_Data for the task_.
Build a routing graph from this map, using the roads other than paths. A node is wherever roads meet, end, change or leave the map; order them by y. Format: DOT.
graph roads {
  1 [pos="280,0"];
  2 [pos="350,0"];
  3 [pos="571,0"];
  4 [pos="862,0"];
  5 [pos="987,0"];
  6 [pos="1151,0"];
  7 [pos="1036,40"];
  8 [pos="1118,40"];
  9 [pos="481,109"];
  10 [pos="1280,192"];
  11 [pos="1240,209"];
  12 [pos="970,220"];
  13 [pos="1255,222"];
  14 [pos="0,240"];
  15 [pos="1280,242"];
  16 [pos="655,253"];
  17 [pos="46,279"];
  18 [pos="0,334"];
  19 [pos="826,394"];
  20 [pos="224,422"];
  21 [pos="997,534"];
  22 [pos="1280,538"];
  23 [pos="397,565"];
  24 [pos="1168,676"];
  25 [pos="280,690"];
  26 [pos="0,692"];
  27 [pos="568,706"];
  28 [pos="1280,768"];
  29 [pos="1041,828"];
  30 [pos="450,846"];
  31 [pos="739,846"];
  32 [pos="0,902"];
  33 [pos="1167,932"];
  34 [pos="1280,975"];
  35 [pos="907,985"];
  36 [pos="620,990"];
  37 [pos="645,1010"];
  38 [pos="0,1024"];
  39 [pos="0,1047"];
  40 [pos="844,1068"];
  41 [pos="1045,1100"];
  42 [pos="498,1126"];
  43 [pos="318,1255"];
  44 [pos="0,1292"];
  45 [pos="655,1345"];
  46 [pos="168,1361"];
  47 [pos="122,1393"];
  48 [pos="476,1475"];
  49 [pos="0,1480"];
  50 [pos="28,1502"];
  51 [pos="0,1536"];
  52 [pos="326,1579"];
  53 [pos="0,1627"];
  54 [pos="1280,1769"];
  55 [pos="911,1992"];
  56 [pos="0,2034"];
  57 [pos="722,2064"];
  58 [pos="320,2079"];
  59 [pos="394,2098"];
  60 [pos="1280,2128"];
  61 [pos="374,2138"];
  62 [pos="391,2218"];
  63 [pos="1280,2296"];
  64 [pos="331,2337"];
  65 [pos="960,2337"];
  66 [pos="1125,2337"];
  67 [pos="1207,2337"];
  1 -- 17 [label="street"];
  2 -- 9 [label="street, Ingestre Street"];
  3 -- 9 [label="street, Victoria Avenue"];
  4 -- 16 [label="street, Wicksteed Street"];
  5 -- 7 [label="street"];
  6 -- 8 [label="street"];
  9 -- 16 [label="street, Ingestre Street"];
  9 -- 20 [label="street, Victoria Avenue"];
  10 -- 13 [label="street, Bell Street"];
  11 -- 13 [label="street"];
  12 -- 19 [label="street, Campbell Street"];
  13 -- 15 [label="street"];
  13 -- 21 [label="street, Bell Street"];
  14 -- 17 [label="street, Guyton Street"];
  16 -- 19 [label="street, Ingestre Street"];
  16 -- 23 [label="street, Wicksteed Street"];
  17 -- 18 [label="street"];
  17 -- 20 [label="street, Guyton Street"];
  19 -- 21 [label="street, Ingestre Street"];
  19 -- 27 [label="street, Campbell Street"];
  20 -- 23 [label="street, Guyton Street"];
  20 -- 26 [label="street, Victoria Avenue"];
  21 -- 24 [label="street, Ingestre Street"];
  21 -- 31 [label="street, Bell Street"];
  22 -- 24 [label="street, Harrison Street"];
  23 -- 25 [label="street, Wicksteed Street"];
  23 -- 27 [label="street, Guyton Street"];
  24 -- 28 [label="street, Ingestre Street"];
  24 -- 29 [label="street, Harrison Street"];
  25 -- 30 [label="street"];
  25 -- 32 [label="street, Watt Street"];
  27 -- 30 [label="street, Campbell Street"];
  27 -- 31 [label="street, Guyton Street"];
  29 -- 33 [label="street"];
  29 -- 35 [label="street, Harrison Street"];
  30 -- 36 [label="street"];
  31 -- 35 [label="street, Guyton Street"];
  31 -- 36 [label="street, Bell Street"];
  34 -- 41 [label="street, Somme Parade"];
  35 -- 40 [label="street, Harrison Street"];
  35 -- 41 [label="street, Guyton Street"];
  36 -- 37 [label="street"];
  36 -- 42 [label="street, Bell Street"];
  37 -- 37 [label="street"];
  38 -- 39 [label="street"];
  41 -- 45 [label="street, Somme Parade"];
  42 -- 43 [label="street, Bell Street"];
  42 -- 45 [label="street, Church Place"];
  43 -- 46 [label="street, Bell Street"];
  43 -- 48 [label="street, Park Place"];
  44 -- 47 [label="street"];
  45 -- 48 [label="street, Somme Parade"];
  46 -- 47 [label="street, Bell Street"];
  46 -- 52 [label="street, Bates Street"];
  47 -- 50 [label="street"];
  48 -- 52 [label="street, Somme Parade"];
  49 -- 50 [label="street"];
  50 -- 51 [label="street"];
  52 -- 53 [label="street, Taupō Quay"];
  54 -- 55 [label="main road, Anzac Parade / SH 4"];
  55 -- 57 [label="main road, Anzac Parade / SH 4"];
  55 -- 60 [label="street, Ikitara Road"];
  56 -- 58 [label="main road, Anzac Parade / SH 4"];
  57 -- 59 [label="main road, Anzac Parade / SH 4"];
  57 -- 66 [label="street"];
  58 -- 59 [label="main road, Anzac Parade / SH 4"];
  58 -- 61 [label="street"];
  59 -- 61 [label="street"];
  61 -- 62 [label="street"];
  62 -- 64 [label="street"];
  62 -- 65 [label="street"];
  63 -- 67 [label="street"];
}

_Your task_.
Where a line of the listing includes the word "main", add it to the tally, and give the final number and nothing more.

_Solution for this exercise_.
5